My study focuses on the materialisation of these tensions in public sector evaluation planning and governance cultures. Here, prioritising efficiency and mass impact has led to a call for data and methods that are robust and definitively evidence the concrete contribution of public interventions on social well-being and justice. This has heavy governance implications, often resulting in hierarchal and linear evaluation planning cultures, where opportunities for evaluation to be approached in creative, explorative, learning-focused ways are minimised. Unfortunately, this often means the intricacies of lived experience are narrowed or oversimplified, and the relational gaps between evaluation stakeholders from lived experience, frontline practice, delivery and policy worlds are maintained. Simultaneously, the human-centred and social justice aims of public interventions seem to outwardly call for ways of working and measurement that are relationally led and contextually sensitive.  My project aims to address these contradictions by exploring the ways shifts in normative values underpinning evaluation cultures between meso (delivery) and micro (lived experience and frontline practice) evaluation worlds can take place through discursive work.

 

Research aims

1. To understand the public sector cultures and values currently underpinning evaluation planning and governance arrangements.

2.To understand the relationship that actors have among themselves and with institutions in negotiating changes in evaluation governance cultures and values

3.To understand the extent to which discursive mechanisms can support deep and sustainable change within public sector evaluation governance and planning processes and the role of Human Learning Systems and parallel movements and tools in these efforts

 

Research gaps

How sustained change in the values underpinning public sector governance, specifically evaluation governance and planning can be achieved and the role of deep learning in these changes

The potential role of discursive work in supporting public sector evaluation cultural change, specifically the role of reflexive and emotionally aware discursive work in supporting deep learning and change

The negotiation of change across meso and micro public sector worlds

 

 

 

Research Impact

The project is keen to support more critical and reflexive public practice evaluation planning and governance processes, which attend to the interactive relational and discursive aspects of these arrangements. It is hoped it can work toward this by 1) attending to evolving dialogues between evaluation stakeholders from different parts of the evaluation world, and by 2)identifying and articulating the discursive environments this work can occur within.

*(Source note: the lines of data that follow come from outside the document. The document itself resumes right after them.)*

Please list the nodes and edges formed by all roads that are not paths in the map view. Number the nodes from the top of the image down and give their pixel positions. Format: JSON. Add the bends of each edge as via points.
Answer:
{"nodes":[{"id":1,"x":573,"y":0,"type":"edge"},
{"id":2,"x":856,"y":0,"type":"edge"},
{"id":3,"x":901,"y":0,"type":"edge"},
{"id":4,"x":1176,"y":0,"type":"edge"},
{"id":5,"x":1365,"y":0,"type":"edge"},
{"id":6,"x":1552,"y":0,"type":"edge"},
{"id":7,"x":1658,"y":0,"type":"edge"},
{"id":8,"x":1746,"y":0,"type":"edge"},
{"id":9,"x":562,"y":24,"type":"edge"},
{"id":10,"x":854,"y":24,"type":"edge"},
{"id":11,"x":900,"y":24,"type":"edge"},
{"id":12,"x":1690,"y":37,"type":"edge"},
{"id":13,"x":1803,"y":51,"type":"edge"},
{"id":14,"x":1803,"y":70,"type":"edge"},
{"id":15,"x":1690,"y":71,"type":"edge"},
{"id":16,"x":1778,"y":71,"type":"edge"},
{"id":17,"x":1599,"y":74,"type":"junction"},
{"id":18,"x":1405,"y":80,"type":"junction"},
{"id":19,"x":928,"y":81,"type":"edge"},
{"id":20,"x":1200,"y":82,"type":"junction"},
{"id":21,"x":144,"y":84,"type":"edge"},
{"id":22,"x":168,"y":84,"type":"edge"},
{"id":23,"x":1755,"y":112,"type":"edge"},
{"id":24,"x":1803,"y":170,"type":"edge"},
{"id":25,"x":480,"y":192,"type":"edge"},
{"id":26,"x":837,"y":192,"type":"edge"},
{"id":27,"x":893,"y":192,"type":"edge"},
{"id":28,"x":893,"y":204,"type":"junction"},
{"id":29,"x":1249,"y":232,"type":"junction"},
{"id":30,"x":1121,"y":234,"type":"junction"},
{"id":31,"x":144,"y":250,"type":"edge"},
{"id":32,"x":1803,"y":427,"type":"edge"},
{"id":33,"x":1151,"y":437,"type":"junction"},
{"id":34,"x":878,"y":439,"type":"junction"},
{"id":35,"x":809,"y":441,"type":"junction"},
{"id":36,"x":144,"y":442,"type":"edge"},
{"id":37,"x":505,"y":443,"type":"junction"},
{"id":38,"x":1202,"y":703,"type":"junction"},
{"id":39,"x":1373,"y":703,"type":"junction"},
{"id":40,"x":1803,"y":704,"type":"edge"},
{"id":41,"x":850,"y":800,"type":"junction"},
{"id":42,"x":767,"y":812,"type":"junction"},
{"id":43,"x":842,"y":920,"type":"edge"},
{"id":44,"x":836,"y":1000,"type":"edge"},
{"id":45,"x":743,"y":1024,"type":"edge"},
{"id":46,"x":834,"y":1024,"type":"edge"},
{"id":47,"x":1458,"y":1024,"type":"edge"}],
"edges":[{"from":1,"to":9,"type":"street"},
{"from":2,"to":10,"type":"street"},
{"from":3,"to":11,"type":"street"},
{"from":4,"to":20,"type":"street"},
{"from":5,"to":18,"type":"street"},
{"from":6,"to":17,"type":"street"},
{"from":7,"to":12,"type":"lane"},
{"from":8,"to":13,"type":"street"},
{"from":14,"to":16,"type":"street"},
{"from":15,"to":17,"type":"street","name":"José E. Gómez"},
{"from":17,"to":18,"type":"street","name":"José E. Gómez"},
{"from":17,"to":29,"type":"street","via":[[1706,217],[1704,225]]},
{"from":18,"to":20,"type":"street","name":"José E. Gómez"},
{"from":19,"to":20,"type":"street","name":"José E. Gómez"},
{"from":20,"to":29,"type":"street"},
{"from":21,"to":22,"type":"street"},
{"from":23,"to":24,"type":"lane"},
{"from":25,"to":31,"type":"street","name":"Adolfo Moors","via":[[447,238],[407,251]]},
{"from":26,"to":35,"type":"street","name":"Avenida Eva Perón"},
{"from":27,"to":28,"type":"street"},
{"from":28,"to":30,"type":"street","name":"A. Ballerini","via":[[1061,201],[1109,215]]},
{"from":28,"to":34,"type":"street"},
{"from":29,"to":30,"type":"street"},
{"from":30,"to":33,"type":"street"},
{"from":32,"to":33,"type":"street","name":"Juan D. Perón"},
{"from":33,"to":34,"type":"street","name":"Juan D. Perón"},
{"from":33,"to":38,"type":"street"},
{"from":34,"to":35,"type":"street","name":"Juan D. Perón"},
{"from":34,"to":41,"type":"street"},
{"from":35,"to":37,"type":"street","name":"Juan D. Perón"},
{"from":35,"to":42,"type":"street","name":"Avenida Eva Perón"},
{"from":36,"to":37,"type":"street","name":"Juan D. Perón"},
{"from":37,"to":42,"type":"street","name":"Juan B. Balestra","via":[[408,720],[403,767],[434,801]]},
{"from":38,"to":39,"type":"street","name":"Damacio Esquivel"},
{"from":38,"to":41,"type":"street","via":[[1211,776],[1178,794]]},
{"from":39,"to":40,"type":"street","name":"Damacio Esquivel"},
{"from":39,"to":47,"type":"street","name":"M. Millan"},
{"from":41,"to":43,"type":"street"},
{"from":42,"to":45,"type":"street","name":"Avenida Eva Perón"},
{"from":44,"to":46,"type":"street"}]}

It is hoped that this work will equip organisations working at meso levels to more effectively broker planning and innovation dialogues between strategic actors and those with micro-level, context based insight. This will hopefully support public sector evaluation governance processes that can be recognised as authentic, meaningful, and trusting.

At local levels, it is hoped that participating case study organisations will:

  1. Develop sustainable and embedded complexity and relationally appropriate evaluation governance cultures, where the conditions for working in these ways (safe, reflective, curious and probing, authentic and honest) becomes part of the organisational culture
  2. Develop and implement sustainable empathetic evaluation cultures and practices
  3. Experience sustainable and meaningful improvements in relationships with evaluation stakeholders and partners from different parts of the evaluation intervention “system”
  4. Articulate and track the discursive processes and principles that support an empathetic evaluation governance culture within their specific practice context.